Collected data entries:
◆ ◆ ◆
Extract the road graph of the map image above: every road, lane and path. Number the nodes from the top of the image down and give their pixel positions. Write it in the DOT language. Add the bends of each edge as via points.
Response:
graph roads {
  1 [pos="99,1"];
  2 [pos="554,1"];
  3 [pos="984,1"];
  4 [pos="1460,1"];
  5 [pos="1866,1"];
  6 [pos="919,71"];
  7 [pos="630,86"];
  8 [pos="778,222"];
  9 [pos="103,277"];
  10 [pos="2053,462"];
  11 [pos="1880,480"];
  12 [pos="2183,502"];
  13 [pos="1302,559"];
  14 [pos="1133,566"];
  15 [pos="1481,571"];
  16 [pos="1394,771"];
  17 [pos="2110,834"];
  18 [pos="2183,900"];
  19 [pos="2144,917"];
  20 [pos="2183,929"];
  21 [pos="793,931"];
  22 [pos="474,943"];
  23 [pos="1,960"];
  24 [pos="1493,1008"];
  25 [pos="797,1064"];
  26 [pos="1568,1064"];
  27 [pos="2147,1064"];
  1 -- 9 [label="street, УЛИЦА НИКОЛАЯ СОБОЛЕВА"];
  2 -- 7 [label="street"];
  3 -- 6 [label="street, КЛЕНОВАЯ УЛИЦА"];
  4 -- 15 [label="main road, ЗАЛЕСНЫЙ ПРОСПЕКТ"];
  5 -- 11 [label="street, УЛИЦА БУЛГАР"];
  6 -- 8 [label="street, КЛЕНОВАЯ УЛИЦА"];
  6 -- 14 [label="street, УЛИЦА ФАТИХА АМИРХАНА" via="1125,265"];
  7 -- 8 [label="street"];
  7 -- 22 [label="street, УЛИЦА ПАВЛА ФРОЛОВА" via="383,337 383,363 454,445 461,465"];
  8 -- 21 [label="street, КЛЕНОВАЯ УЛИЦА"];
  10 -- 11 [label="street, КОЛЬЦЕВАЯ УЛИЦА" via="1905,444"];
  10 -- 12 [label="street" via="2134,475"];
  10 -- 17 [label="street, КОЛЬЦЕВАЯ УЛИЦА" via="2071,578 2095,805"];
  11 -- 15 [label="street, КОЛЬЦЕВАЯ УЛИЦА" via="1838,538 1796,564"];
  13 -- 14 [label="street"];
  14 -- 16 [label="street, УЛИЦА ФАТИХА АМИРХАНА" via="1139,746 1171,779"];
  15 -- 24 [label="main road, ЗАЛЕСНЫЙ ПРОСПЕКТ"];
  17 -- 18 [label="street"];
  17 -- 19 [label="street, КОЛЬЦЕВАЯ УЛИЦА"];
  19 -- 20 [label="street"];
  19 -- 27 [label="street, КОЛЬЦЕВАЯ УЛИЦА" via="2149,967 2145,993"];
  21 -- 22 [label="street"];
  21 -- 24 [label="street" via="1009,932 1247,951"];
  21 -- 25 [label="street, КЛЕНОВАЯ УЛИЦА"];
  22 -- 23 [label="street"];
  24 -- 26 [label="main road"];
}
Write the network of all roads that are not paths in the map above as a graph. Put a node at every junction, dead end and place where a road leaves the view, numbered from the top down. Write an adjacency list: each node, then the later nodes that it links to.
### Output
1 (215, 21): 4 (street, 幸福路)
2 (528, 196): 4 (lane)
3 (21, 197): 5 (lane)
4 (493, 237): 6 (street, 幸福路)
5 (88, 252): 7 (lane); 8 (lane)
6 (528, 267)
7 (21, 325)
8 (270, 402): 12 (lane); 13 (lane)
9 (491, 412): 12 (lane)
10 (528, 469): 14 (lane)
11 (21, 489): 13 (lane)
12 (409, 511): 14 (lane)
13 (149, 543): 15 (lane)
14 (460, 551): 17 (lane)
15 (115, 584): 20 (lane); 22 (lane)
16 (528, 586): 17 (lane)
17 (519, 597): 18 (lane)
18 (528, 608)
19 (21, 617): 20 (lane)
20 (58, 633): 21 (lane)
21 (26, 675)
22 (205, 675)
◆ ◆ ◆
Reproduce all entries exactly, leaving each one whole.

Solution to this task:
Extract the road graph of the map image above: every road, lane and path. Number the nodes from the top of the image down and give their pixel positions. Write it in the DOT language. Add the bends of each edge as via points.
Response:
graph roads {
  1 [pos="99,1"];
  2 [pos="554,1"];
  3 [pos="984,1"];
  4 [pos="1460,1"];
  5 [pos="1866,1"];
  6 [pos="919,71"];
  7 [pos="630,86"];
  8 [pos="778,222"];
  9 [pos="103,277"];
  10 [pos="2053,462"];
  11 [pos="1880,480"];
  12 [pos="2183,502"];
  13 [pos="1302,559"];
  14 [pos="1133,566"];
  15 [pos="1481,571"];
  16 [pos="1394,771"];
  17 [pos="2110,834"];
  18 [pos="2183,900"];
  19 [pos="2144,917"];
  20 [pos="2183,929"];
  21 [pos="793,931"];
  22 [pos="474,943"];
  23 [pos="1,960"];
  24 [pos="1493,1008"];
  25 [pos="797,1064"];
  26 [pos="1568,1064"];
  27 [pos="2147,1064"];
  1 -- 9 [label="street, УЛИЦА НИКОЛАЯ СОБОЛЕВА"];
  2 -- 7 [label="street"];
  3 -- 6 [label="street, КЛЕНОВАЯ УЛИЦА"];
  4 -- 15 [label="main road, ЗАЛЕСНЫЙ ПРОСПЕКТ"];
  5 -- 11 [label="street, УЛИЦА БУЛГАР"];
  6 -- 8 [label="street, КЛЕНОВАЯ УЛИЦА"];
  6 -- 14 [label="street, УЛИЦА ФАТИХА АМИРХАНА" via="1125,265"];
  7 -- 8 [label="street"];
  7 -- 22 [label="street, УЛИЦА ПАВЛА ФРОЛОВА" via="383,337 383,363 454,445 461,465"];
  8 -- 21 [label="street, КЛЕНОВАЯ УЛИЦА"];
  10 -- 11 [label="street, КОЛЬЦЕВАЯ УЛИЦА" via="1905,444"];
  10 -- 12 [label="street" via="2134,475"];
  10 -- 17 [label="street, КОЛЬЦЕВАЯ УЛИЦА" via="2071,578 2095,805"];
  11 -- 15 [label="street, КОЛЬЦЕВАЯ УЛИЦА" via="1838,538 1796,564"];
  13 -- 14 [label="street"];
  14 -- 16 [label="street, УЛИЦА ФАТИХА АМИРХАНА" via="1139,746 1171,779"];
  15 -- 24 [label="main road, ЗАЛЕСНЫЙ ПРОСПЕКТ"];
  17 -- 18 [label="street"];
  17 -- 19 [label="street, КОЛЬЦЕВАЯ УЛИЦА"];
  19 -- 20 [label="street"];
  19 -- 27 [label="street, КОЛЬЦЕВАЯ УЛИЦА" via="2149,967 2145,993"];
  21 -- 22 [label="street"];
  21 -- 24 [label="street" via="1009,932 1247,951"];
  21 -- 25 [label="street, КЛЕНОВАЯ УЛИЦА"];
  22 -- 23 [label="street"];
  24 -- 26 [label="main road"];
}
Write the network of all roads that are not paths in the map above as a graph. Put a node at every junction, dead end and place where a road leaves the view, numbered from the top down. Write an adjacency list: each node, then the later nodes that it links to.
### Output
1 (215, 21): 4 (street, 幸福路)
2 (528, 196): 4 (lane)
3 (21, 197): 5 (lane)
4 (493, 237): 6 (street, 幸福路)
5 (88, 252): 7 (lane); 8 (lane)
6 (528, 267)
7 (21, 325)
8 (270, 402): 12 (lane); 13 (lane)
9 (491, 412): 12 (lane)
10 (528, 469): 14 (lane)
11 (21, 489): 13 (lane)
12 (409, 511): 14 (lane)
13 (149, 543): 15 (lane)
14 (460, 551): 17 (lane)
15 (115, 584): 20 (lane); 22 (lane)
16 (528, 586): 17 (lane)
17 (519, 597): 18 (lane)
18 (528, 608)
19 (21, 617): 20 (lane)
20 (58, 633): 21 (lane)
21 (26, 675)
22 (205, 675)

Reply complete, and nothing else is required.